Geopolitics: China, Taiwan, Allies, and Power Shifts

  • Some see China’s move as rational leverage in response to US chip controls and long-arm jurisdiction, possibly also tied to EV competition and trade negotiations.
  • There is extensive debate over whether US strength deters wars (Taiwan, Eastern Europe) or whether US assertion itself produces conflicts.
  • Several participants argue US soft power and trust among allies have eroded sharply, limiting its ability to coordinate a unified response.
  • Others emphasize that no country has permanent “allies,” only interests, and expect partners to realign once China exerts more military pressure.
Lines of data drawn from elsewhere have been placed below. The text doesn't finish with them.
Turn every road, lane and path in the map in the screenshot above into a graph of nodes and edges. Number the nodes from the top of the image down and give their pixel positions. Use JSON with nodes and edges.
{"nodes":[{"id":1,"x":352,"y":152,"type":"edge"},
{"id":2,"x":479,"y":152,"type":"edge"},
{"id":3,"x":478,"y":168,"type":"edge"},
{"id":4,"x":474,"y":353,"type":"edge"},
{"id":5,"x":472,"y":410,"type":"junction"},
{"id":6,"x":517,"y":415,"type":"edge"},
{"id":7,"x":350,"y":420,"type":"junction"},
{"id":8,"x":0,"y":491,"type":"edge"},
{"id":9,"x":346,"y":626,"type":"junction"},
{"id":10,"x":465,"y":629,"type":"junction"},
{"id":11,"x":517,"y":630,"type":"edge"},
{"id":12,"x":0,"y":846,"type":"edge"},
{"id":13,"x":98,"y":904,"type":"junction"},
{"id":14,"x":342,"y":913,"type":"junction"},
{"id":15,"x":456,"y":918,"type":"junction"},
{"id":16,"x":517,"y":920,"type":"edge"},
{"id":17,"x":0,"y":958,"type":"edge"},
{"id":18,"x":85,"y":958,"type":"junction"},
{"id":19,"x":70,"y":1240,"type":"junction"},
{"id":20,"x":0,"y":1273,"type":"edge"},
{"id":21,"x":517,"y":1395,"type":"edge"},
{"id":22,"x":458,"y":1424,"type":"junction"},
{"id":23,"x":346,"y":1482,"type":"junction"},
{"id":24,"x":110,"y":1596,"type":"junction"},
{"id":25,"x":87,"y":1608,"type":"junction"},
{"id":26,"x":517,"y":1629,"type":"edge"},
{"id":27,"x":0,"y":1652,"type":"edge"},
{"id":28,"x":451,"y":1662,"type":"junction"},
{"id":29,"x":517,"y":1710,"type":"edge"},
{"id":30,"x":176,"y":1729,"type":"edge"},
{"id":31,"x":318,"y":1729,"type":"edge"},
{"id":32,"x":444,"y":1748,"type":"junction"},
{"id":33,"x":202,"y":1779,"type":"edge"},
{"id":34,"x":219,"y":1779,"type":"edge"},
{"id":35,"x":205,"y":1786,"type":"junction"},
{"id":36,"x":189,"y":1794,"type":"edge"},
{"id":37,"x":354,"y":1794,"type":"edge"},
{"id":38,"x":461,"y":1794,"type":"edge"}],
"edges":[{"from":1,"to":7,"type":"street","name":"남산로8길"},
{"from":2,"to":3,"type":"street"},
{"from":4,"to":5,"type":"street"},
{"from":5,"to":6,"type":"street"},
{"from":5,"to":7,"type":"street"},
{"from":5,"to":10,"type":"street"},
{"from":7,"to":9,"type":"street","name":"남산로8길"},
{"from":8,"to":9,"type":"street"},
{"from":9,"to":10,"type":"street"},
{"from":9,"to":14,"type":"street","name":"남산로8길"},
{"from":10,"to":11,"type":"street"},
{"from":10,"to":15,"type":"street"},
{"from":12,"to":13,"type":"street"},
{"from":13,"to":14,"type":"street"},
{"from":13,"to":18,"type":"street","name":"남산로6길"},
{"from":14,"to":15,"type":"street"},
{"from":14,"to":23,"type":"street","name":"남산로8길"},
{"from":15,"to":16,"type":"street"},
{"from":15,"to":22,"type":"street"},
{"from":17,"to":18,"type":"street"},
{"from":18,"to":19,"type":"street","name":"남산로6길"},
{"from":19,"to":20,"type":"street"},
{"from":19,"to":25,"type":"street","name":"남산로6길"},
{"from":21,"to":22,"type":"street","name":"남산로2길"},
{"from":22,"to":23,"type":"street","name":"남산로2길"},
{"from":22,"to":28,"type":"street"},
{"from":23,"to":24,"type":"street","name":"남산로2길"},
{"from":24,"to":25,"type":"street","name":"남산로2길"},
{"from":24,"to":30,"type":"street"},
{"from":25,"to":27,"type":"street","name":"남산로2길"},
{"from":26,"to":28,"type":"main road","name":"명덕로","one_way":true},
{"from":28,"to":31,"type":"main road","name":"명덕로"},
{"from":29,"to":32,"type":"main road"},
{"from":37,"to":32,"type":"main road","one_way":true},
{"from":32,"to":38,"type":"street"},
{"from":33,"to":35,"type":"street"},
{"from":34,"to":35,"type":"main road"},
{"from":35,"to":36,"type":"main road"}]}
Broader Systemic and Ideological Reflections

  • Some say this marks “beginning of the end” of US hegemony, with an economy skewed to weapons, AI datacenters, and finance while basic needs strain affordability.
  • Others counter that the US still has vast manufacturing output; the deeper issue is fragile, import-dependent supply chains.
  • There is pessimism that globalization is reversing and that both China and the US have become untrustworthy counterparties, pushing the world toward blocs and redundancy.

Meta and Miscellaneous

  • One commenter posts an AI-generated “analysis” of the situation, prompting criticism that dumping unfiltered AI output adds little value.
  • Another thread notes this is China’s first explicit “foreign direct product”–style control and suggests it is also a symbolic challenge to US-style extraterritorial sanctions.